State Department officials also acknowledge that funding reformers without government consent can cause diplomatic problems in a region where activists can be thrown in jail for circulating a petition, as has happened in Saudi Arabia, and where independent civic associations are banned.

But critics say the administration's policies are merely modernizing the legal and financial systems of wealthy authoritarian regimes without necessarily making them more democratic. Rather than spend money on governments, the United States should empower nongovernmental organizations seeking to promote political freedom, the critics say.

''Almost nothing is going to NGOs that are really willing to challenge the government," said Nir Boms, a senior fellow at the Council for Democracy and Tolerance, a bipartisan think tank, who is in touch with about 20 groups from the Middle East that are pushing for reform. ''Various opposition groups have been complaining for a long time that they are unable to get access."

Boms said the US allocations stand in contrast with the European Union, which he said allocates more funds for opposition groups.

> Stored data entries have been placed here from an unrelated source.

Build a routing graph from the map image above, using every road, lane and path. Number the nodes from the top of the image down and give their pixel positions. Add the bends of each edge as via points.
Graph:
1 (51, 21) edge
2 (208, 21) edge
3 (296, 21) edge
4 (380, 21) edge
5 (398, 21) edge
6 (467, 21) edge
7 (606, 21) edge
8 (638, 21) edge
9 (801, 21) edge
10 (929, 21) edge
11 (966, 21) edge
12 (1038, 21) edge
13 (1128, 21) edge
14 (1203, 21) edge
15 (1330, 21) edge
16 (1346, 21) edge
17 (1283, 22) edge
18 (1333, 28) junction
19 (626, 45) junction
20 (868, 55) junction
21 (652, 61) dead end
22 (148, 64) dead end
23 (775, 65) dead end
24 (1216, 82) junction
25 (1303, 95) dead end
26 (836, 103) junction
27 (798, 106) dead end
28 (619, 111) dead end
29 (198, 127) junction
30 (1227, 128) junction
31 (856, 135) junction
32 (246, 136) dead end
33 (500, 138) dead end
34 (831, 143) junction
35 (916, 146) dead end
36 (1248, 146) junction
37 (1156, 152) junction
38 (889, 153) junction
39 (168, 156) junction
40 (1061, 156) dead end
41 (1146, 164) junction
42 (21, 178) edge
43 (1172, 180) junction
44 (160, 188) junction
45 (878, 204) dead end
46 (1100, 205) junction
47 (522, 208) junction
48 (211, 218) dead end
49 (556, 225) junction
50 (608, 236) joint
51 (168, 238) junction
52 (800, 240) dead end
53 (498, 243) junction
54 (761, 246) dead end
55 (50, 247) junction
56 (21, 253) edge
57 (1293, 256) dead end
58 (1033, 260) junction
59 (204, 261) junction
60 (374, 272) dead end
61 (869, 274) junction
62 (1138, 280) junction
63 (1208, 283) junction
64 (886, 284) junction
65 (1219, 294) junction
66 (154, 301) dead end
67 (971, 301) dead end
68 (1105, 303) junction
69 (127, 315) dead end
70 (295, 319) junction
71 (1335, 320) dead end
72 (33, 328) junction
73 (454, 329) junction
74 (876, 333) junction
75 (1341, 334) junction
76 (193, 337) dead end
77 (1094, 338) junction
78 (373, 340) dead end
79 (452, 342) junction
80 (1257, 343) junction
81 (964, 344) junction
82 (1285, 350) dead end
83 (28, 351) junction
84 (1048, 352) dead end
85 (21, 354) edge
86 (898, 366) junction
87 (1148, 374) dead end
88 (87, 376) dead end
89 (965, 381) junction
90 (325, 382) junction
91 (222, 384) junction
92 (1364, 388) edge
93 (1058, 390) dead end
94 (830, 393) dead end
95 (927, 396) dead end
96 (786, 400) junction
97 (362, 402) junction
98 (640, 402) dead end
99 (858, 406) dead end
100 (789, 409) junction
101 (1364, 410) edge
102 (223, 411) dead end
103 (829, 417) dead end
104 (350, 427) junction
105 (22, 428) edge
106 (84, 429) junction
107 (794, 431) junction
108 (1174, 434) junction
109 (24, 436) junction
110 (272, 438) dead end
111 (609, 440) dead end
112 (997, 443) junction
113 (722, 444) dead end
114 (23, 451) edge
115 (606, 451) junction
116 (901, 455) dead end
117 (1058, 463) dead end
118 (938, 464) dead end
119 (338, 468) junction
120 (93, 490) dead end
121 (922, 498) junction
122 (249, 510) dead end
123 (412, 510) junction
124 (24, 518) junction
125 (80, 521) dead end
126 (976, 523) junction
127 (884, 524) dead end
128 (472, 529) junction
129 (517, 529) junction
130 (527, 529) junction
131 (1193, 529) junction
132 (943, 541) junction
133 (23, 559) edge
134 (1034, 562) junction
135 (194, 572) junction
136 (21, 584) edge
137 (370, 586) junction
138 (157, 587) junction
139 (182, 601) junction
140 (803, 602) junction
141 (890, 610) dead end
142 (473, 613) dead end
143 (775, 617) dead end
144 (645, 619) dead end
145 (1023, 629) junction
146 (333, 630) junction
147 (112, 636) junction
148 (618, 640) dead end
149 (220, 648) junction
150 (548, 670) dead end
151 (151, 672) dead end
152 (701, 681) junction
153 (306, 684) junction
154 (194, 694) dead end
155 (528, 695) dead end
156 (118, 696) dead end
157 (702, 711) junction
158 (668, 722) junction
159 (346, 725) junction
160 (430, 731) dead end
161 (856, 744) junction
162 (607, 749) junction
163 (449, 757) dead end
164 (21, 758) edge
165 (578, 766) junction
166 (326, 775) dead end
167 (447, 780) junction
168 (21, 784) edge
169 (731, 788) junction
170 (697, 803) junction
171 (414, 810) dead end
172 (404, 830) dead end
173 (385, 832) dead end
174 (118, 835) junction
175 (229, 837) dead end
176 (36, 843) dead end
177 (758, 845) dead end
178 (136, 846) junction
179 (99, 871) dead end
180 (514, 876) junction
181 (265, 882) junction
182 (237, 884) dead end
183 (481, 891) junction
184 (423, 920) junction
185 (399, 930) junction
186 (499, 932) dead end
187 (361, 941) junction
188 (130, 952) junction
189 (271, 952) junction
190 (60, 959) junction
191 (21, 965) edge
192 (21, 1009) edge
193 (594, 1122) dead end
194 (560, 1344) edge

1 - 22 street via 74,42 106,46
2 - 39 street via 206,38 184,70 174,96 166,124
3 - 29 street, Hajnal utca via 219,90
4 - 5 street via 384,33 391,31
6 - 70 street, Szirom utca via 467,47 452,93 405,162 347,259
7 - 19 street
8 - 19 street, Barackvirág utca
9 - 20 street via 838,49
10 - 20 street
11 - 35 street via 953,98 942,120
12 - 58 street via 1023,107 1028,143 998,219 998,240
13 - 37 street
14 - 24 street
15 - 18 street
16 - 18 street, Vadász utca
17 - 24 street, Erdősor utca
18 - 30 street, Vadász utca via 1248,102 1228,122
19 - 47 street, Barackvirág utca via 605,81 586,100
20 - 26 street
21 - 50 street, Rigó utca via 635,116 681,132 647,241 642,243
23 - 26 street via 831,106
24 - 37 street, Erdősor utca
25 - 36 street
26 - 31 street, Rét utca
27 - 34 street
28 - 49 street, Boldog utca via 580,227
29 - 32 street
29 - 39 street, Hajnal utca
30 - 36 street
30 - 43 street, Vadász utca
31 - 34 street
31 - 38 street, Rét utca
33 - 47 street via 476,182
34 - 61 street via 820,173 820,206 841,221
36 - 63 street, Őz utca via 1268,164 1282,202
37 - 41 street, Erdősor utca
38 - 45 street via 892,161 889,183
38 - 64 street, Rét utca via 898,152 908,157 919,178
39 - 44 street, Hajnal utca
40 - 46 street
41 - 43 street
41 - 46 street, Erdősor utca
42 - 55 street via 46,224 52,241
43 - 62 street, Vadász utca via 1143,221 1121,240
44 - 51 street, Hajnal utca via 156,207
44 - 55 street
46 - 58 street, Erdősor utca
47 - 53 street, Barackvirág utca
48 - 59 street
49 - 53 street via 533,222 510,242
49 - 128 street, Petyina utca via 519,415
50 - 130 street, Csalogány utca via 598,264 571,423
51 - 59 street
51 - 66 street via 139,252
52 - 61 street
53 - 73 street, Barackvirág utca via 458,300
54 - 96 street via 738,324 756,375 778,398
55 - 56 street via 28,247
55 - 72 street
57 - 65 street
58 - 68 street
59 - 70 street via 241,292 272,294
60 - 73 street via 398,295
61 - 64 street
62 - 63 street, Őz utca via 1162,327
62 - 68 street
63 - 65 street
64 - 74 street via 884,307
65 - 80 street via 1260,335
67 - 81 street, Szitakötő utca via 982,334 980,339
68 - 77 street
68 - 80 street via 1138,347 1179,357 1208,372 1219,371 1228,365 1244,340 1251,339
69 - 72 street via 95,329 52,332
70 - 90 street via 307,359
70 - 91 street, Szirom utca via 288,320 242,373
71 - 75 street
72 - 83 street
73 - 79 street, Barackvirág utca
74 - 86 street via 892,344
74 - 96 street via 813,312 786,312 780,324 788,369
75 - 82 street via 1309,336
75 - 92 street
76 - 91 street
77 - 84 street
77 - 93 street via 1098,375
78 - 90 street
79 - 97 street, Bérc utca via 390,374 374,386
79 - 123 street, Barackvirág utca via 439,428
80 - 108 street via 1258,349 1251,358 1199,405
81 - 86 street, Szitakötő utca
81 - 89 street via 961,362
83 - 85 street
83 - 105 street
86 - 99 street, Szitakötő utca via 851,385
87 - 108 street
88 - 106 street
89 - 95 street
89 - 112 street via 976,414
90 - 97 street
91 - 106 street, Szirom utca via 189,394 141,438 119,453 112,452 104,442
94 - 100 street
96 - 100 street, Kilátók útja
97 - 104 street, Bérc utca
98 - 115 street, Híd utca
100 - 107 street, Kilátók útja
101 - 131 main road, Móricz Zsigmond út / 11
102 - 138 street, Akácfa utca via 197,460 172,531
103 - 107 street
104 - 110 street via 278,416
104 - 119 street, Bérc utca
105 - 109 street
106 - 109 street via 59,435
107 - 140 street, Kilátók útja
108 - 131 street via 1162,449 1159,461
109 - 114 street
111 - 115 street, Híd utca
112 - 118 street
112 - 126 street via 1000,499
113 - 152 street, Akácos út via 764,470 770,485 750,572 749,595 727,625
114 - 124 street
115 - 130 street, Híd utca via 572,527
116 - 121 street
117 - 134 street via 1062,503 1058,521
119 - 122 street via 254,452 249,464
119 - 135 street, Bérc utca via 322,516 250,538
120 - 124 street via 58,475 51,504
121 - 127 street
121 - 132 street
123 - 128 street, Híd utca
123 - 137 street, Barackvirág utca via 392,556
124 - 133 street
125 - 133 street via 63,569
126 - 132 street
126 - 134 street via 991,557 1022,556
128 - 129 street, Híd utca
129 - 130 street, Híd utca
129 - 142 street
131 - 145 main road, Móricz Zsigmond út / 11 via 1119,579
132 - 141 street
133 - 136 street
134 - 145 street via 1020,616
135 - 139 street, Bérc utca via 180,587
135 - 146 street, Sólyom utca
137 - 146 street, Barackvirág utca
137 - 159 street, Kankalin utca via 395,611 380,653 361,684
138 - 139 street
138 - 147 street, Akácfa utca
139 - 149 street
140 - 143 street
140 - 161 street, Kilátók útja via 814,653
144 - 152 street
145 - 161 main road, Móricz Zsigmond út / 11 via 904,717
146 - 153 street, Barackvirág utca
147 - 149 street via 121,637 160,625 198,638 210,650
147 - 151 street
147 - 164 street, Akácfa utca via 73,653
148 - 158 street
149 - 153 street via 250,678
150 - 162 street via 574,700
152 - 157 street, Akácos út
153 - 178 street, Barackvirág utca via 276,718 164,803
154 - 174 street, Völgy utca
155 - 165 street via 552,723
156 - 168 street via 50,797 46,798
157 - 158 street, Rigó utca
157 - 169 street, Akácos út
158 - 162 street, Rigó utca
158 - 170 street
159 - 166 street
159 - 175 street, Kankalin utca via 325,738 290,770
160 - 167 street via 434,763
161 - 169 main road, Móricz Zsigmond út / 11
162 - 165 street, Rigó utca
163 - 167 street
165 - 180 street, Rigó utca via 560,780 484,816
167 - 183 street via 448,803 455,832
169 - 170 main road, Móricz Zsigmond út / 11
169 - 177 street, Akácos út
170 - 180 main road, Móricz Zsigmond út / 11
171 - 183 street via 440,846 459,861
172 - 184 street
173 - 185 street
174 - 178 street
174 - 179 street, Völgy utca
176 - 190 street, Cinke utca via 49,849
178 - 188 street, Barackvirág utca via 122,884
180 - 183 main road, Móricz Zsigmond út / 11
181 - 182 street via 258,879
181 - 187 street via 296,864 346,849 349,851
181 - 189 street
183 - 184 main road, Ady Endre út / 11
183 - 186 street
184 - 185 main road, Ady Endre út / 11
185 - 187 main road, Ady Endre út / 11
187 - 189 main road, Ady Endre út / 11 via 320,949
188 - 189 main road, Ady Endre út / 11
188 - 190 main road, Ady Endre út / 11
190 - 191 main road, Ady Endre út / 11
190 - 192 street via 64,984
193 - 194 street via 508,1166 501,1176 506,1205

Tamara Wittes, a fellow at the Brookings Institution, a liberal-leaning think tank based in Washington, calculates that more than 70 percent of the partnership's funds were allocated to programs that directly benefited Middle East governments, including $600,000 spent on training Morocco's newly elected parliamentarians and $1.5 million on Internet connections for high schools in Yemen.

Allocations for projects that seemed to have a tenuous connection to democracy included $250,000 paid to Booz Allen Hamilton, a Virginia-based consulting firm for technical assistance on food safety, nontariff barriers, e-commerce, and other trade-related issues in Bahrain.

Amy Hawthorne, associate at the Carnegie Endowment for International Peace, said the funds are not ''really designed to press for reforms." She added: ''The stated purpose is to promote 'reform' in Arab countries, but it also is designed to support pro-American governments and pro-American policies."

In the funds devoted to education, American companies cropped up. The $1 million project to teach business to young people in the Middle East is a partnership with ExxonMobil Corp. and Citigroup.

The administration's funding priorities are worrisome to Farid Ghadry, president of the Reform Party of Syria, which broadcasts Radio Free Syria, a short-wave station expressing dissident viewpoints. He said Syrian businessmen fund his group and he has never asked for US financial support, because he has been told little money is available for programs like his.